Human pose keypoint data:
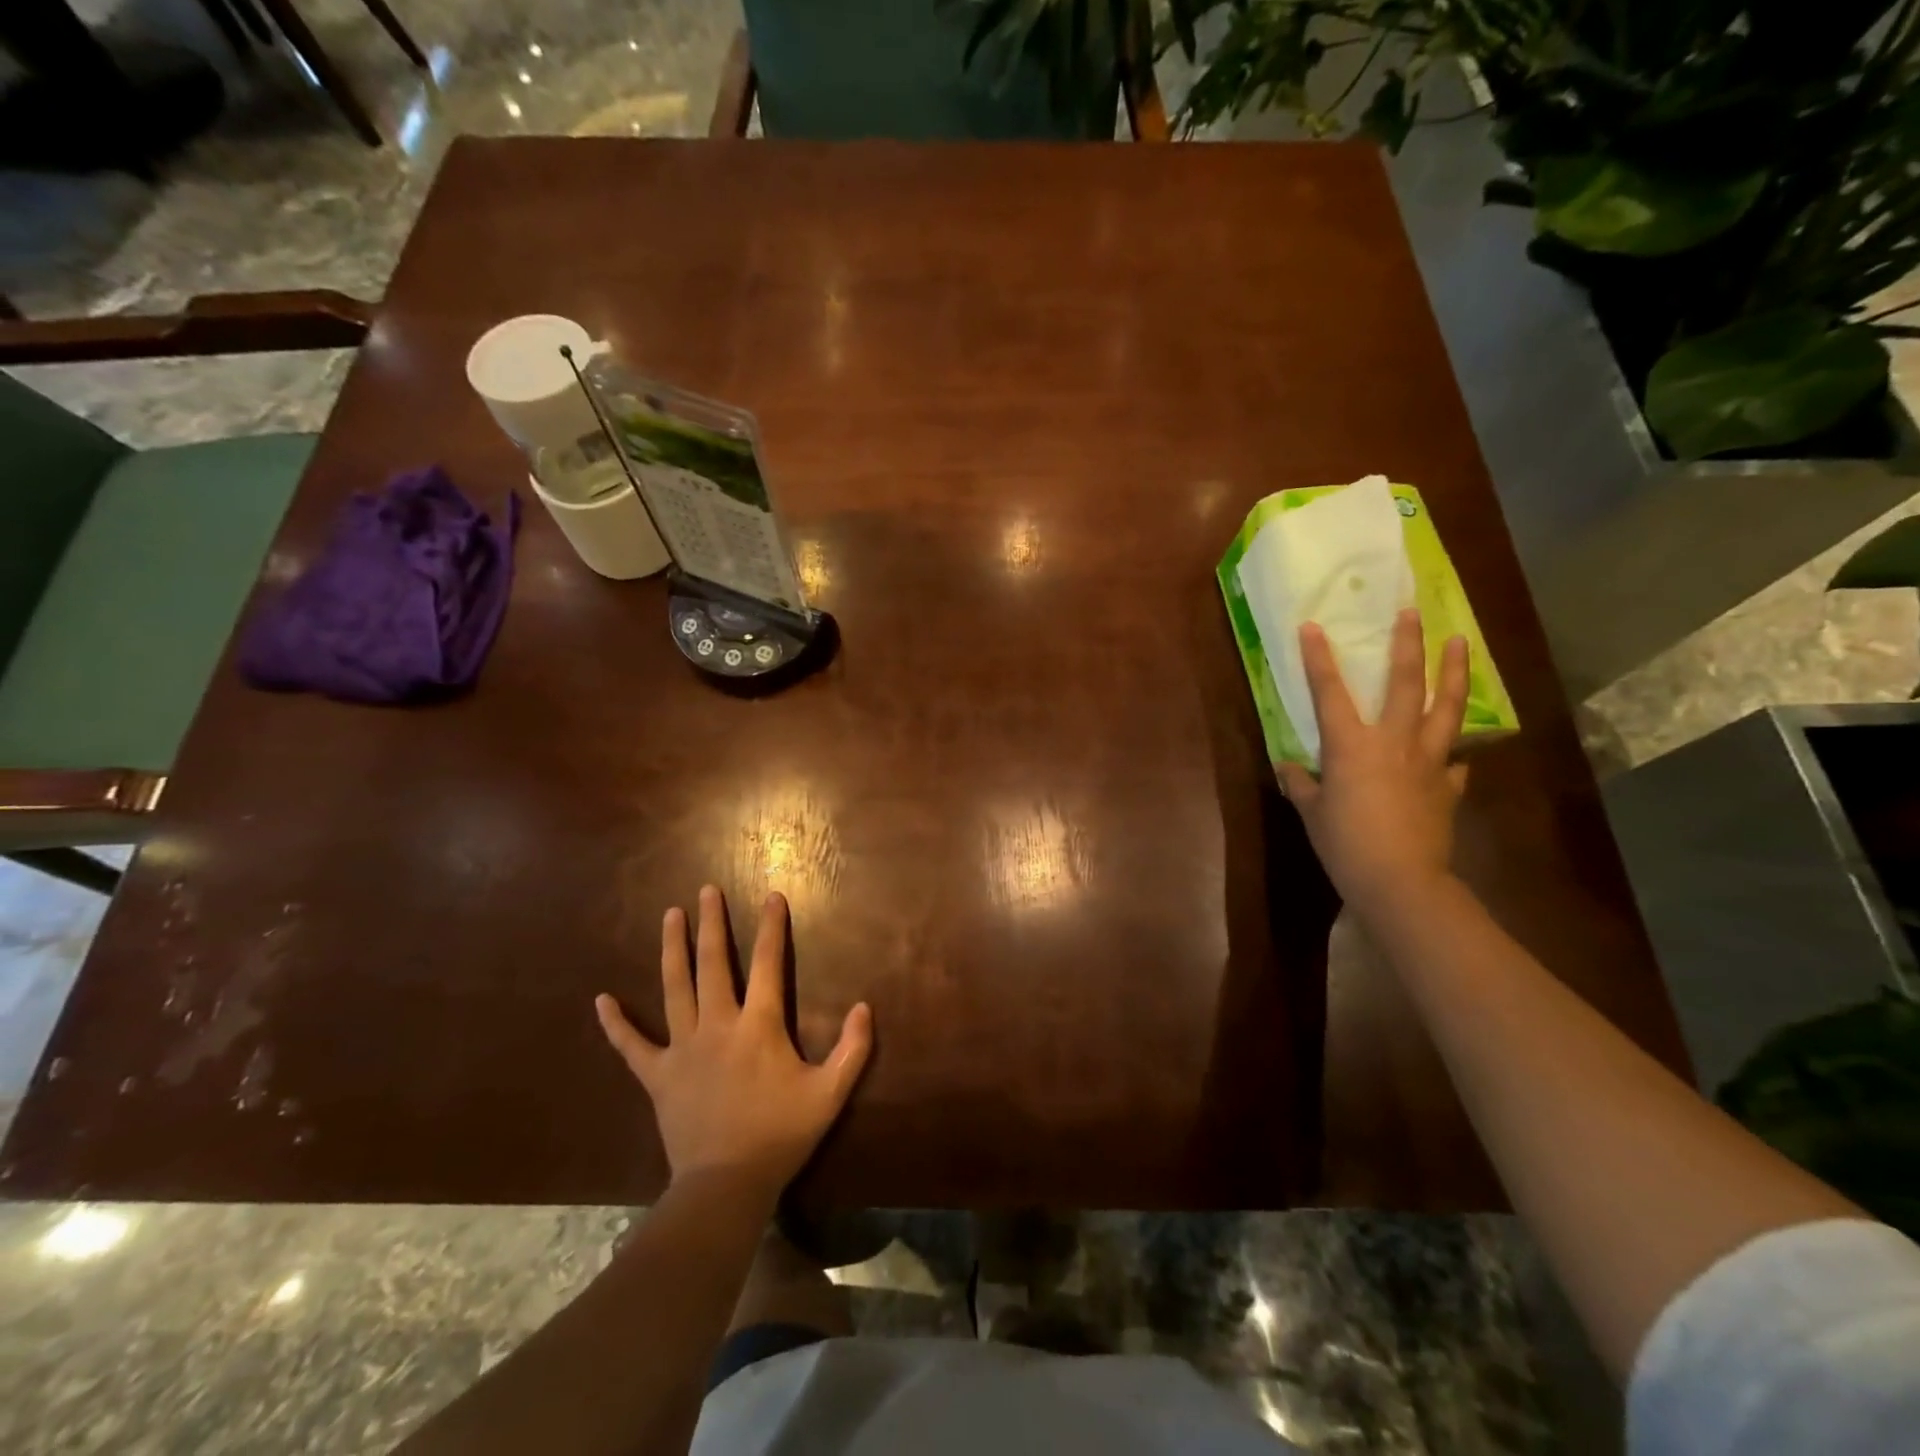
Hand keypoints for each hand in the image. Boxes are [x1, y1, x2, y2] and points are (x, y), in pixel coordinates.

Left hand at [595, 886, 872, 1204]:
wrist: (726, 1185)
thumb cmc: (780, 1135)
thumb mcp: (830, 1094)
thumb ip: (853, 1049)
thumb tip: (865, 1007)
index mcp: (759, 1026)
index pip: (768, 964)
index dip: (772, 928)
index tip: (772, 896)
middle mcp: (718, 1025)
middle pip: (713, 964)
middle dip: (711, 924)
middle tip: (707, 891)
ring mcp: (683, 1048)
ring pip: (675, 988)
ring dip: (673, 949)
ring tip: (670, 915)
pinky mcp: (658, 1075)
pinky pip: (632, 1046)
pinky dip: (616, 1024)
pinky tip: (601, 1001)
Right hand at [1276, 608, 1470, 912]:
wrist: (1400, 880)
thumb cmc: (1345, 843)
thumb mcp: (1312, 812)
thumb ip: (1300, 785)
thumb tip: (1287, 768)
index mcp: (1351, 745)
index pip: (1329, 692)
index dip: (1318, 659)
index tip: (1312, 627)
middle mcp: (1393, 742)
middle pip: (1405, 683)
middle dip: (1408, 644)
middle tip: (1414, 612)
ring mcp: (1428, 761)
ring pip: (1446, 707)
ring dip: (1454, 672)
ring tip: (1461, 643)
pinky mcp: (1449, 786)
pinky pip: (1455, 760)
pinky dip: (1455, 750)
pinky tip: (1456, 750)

* * *

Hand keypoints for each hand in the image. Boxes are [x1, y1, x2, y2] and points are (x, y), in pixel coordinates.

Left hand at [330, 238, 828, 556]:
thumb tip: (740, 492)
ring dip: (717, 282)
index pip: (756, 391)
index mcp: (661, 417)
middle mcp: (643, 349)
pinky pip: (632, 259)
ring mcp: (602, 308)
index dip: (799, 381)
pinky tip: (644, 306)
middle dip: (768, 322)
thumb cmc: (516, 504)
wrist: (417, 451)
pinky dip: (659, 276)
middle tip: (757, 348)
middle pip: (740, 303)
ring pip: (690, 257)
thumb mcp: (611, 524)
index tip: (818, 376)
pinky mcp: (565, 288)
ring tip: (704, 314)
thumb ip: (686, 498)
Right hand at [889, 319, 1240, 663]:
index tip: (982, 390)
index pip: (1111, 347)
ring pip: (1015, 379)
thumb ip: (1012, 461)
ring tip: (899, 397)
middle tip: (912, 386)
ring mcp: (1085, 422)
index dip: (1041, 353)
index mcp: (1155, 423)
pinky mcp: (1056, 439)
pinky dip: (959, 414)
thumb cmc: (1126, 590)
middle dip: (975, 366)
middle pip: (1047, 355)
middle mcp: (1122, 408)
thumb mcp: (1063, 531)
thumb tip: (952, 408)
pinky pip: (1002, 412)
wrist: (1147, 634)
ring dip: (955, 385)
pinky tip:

==

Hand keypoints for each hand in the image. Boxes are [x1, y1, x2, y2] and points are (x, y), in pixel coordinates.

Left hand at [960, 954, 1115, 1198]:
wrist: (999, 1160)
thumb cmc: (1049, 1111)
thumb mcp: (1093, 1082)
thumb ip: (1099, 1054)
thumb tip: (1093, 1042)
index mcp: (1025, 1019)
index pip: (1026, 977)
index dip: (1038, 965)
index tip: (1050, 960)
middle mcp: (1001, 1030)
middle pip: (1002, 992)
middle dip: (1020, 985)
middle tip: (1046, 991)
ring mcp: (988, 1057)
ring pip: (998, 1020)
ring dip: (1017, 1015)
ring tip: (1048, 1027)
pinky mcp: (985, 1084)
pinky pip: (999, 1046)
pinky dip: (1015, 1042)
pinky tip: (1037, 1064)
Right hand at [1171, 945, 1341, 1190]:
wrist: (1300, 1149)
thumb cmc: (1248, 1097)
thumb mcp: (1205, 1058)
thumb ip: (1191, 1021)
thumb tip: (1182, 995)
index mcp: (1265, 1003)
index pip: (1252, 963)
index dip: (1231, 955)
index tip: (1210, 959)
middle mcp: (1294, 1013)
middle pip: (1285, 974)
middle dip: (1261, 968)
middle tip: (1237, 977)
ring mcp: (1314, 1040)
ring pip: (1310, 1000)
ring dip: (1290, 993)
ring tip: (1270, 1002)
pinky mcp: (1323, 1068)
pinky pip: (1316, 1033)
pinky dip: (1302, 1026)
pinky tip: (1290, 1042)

Problem to solve >> Report each line of the entries where the word "Left" occurs.

Output for this exercise >>
Left hand at [595, 886, 872, 1204]:
Left hand at [330, 238, 828, 556]:
Left hand at [960, 954, 1115, 1198]:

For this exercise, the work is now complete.